(GIVEN RECORDS Opens)

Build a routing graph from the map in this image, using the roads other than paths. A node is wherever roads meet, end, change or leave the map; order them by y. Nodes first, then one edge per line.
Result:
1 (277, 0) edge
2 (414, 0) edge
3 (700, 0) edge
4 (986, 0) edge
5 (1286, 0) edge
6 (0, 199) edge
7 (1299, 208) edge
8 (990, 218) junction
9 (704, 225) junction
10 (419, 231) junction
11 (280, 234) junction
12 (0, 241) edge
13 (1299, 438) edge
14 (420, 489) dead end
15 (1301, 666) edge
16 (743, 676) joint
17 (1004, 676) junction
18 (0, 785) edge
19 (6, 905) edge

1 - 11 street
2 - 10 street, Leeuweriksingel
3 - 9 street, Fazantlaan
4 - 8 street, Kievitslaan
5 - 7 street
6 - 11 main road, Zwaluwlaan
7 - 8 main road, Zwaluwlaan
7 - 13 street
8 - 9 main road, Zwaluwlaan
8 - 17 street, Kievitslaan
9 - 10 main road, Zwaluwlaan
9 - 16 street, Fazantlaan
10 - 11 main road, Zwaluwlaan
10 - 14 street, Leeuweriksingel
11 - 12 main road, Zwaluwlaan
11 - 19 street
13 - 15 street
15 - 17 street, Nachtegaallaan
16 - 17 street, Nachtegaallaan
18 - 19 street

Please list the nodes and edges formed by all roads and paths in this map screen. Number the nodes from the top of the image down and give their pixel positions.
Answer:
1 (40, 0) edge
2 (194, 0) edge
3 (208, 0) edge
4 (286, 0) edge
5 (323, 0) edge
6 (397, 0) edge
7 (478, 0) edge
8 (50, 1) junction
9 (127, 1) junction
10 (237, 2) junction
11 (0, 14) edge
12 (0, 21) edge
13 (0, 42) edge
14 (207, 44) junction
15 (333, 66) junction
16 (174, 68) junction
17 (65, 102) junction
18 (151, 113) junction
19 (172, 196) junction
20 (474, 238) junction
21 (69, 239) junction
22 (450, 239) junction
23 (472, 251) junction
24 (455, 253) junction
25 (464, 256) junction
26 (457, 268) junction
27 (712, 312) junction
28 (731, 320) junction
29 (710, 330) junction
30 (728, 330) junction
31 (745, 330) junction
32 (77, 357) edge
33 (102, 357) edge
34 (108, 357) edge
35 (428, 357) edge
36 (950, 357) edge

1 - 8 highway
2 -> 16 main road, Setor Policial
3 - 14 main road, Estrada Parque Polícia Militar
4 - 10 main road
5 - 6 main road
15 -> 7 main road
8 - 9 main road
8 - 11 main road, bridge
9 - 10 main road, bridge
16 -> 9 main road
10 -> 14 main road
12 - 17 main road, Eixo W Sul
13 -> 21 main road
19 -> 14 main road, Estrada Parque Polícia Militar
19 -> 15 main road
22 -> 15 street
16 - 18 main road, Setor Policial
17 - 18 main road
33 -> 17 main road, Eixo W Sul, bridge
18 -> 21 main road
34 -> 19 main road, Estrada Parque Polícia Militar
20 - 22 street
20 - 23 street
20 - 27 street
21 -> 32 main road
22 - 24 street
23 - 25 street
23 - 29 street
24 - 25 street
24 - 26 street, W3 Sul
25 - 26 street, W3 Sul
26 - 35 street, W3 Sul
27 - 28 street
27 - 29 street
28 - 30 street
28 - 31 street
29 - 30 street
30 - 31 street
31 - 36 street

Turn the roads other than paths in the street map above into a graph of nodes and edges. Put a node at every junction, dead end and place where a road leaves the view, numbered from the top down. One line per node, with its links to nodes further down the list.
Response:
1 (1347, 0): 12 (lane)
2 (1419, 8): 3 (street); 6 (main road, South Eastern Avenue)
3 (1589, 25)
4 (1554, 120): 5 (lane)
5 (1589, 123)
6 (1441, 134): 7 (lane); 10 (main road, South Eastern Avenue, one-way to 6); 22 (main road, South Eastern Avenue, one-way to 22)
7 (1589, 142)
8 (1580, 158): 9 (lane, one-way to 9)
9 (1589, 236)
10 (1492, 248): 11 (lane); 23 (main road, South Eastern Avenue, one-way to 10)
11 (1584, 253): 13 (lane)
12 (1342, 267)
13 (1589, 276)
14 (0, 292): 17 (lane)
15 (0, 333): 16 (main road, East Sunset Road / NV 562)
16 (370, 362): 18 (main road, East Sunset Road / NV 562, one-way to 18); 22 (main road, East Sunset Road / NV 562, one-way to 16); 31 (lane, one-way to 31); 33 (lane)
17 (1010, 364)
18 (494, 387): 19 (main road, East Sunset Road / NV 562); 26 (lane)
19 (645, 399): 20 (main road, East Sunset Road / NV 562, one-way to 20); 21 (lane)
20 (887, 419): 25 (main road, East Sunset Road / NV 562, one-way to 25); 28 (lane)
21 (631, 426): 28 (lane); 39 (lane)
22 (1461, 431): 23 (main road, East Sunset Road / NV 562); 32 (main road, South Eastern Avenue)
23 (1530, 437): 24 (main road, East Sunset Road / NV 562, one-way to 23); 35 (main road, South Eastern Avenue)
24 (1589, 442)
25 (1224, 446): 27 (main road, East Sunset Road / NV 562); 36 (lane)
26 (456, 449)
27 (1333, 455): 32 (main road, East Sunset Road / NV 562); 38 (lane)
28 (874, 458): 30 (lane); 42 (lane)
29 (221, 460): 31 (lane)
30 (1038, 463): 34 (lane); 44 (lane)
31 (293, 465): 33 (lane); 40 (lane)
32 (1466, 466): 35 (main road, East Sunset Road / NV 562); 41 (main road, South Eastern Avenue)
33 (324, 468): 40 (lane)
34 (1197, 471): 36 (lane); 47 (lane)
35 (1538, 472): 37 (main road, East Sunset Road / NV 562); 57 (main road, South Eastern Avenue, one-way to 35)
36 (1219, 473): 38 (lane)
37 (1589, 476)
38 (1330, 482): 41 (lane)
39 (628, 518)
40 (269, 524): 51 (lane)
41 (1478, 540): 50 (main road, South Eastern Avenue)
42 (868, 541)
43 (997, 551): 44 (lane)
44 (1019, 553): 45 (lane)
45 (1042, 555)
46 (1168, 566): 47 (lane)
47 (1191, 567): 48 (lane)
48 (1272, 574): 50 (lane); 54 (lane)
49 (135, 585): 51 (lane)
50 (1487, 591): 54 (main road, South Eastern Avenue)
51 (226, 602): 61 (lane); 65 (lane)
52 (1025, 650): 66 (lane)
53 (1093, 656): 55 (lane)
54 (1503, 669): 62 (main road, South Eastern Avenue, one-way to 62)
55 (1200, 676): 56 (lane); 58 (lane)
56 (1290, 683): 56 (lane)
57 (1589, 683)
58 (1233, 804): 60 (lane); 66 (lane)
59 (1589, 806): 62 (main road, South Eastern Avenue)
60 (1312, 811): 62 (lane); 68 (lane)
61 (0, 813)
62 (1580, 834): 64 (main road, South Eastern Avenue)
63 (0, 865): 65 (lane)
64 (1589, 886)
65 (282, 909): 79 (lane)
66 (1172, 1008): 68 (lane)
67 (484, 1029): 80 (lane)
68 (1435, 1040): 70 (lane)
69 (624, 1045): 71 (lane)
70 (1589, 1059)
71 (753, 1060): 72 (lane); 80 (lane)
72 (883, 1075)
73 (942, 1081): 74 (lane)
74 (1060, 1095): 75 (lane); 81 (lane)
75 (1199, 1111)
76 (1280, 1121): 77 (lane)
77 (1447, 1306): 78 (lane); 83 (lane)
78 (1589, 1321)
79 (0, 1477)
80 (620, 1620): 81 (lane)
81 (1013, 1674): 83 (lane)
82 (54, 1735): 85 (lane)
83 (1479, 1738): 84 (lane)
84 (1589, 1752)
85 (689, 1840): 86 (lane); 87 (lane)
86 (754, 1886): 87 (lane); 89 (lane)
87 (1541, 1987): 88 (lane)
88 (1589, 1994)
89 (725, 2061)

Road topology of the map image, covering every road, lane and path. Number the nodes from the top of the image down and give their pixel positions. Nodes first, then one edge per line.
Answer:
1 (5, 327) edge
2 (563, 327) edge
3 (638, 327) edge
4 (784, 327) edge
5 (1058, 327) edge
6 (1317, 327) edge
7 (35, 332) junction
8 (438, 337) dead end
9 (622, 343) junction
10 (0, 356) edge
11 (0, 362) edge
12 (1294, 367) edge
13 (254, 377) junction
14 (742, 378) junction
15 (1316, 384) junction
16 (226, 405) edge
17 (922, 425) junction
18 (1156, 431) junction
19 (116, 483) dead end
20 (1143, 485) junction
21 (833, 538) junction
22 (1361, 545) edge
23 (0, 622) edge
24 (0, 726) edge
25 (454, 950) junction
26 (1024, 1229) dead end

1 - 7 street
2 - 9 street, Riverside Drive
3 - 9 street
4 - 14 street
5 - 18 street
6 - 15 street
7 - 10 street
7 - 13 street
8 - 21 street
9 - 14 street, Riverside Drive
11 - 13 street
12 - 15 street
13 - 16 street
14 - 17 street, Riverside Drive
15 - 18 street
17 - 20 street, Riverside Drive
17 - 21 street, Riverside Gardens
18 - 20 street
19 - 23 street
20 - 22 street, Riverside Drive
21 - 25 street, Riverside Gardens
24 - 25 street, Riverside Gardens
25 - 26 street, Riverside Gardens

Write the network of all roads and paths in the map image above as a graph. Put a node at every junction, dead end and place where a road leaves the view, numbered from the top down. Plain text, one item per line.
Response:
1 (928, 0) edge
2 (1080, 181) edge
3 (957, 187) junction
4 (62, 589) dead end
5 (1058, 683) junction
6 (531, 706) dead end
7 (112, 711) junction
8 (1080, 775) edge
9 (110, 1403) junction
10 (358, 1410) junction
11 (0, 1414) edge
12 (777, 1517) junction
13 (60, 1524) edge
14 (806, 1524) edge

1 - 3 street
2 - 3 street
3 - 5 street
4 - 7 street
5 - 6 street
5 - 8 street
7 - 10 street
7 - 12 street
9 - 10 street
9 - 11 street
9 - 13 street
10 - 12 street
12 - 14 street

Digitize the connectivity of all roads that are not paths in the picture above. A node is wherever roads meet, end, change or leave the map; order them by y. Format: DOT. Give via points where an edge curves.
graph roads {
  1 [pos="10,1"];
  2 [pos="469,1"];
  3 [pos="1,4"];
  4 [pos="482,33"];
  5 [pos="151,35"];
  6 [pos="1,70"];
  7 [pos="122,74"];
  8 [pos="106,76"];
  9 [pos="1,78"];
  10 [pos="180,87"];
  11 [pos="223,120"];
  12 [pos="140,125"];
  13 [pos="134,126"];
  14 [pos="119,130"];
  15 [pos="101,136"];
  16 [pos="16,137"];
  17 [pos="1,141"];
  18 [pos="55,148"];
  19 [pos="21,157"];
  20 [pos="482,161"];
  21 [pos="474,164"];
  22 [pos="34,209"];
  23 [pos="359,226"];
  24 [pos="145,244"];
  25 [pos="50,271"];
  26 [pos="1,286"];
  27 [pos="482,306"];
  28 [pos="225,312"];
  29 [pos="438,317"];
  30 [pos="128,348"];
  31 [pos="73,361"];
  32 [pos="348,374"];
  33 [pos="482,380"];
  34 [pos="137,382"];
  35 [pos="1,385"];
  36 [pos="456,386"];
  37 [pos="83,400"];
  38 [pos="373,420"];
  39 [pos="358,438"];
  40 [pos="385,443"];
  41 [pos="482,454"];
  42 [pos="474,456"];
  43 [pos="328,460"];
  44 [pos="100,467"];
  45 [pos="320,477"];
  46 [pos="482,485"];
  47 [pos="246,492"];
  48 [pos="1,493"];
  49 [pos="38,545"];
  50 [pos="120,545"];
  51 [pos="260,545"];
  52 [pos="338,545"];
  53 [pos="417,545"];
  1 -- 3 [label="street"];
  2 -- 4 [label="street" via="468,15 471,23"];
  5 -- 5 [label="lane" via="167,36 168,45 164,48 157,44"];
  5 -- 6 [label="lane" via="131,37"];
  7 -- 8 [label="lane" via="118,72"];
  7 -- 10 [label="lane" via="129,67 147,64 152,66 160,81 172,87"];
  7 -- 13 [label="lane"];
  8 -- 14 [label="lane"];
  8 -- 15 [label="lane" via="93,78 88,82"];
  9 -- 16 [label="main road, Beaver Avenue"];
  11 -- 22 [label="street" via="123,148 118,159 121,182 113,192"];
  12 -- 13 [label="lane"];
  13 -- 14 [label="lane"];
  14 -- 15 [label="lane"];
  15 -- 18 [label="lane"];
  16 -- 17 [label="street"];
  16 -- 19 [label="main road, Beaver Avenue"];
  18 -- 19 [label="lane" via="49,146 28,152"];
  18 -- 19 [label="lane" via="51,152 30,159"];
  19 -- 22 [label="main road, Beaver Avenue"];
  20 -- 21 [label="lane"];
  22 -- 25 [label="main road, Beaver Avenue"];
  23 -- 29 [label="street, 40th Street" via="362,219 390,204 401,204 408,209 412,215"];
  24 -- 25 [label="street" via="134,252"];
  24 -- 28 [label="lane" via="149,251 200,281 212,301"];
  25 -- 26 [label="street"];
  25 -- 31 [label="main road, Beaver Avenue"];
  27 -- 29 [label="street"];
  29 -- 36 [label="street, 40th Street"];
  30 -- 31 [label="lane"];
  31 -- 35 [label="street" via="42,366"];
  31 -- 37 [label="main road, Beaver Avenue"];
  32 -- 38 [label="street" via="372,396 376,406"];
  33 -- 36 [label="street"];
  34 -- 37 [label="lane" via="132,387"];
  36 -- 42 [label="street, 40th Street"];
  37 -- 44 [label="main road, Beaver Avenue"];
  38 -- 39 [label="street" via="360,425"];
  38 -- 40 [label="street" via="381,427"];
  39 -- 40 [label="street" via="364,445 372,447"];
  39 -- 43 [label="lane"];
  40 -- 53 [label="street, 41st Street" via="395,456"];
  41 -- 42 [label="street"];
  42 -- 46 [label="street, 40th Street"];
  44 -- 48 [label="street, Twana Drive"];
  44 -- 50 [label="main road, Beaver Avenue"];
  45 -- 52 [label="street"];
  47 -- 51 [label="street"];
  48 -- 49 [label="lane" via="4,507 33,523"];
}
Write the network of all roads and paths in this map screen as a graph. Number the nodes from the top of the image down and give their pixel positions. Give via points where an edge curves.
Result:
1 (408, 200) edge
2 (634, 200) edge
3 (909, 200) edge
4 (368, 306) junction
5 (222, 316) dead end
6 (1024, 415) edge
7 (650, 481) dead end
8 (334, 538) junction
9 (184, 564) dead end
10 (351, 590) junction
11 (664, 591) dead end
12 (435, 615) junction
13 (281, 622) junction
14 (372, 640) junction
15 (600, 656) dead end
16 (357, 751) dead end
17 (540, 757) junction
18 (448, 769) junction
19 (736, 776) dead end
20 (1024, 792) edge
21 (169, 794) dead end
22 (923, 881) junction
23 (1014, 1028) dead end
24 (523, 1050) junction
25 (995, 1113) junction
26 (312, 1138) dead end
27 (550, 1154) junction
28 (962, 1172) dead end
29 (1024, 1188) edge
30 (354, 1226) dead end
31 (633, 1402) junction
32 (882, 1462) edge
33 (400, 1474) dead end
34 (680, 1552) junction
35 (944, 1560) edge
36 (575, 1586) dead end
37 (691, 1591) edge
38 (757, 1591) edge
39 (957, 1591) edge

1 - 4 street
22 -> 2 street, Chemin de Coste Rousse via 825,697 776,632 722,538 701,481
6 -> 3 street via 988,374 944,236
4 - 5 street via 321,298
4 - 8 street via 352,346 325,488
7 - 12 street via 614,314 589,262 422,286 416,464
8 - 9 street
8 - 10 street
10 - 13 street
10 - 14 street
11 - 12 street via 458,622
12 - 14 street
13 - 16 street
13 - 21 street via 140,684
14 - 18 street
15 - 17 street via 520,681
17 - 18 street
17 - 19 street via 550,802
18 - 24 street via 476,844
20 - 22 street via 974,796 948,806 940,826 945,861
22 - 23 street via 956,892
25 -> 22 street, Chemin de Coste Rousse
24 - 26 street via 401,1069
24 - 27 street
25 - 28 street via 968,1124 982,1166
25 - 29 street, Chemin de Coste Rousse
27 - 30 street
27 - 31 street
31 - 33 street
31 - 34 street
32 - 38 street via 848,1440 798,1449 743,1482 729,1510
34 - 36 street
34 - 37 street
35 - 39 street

(GIVEN RECORDS Closes)

PROBLEM DETAILS = Which lines of the records above contain the word "list"? Report each one.

EXERCISE RESULT =
Please list the nodes and edges formed by all roads and paths in this map screen. Number the nodes from the top of the image down and give their pixel positions.
Turn the roads other than paths in the street map above into a graph of nodes and edges. Put a node at every junction, dead end and place where a road leaves the view, numbered from the top down. One line per node, with its links to nodes further down the list.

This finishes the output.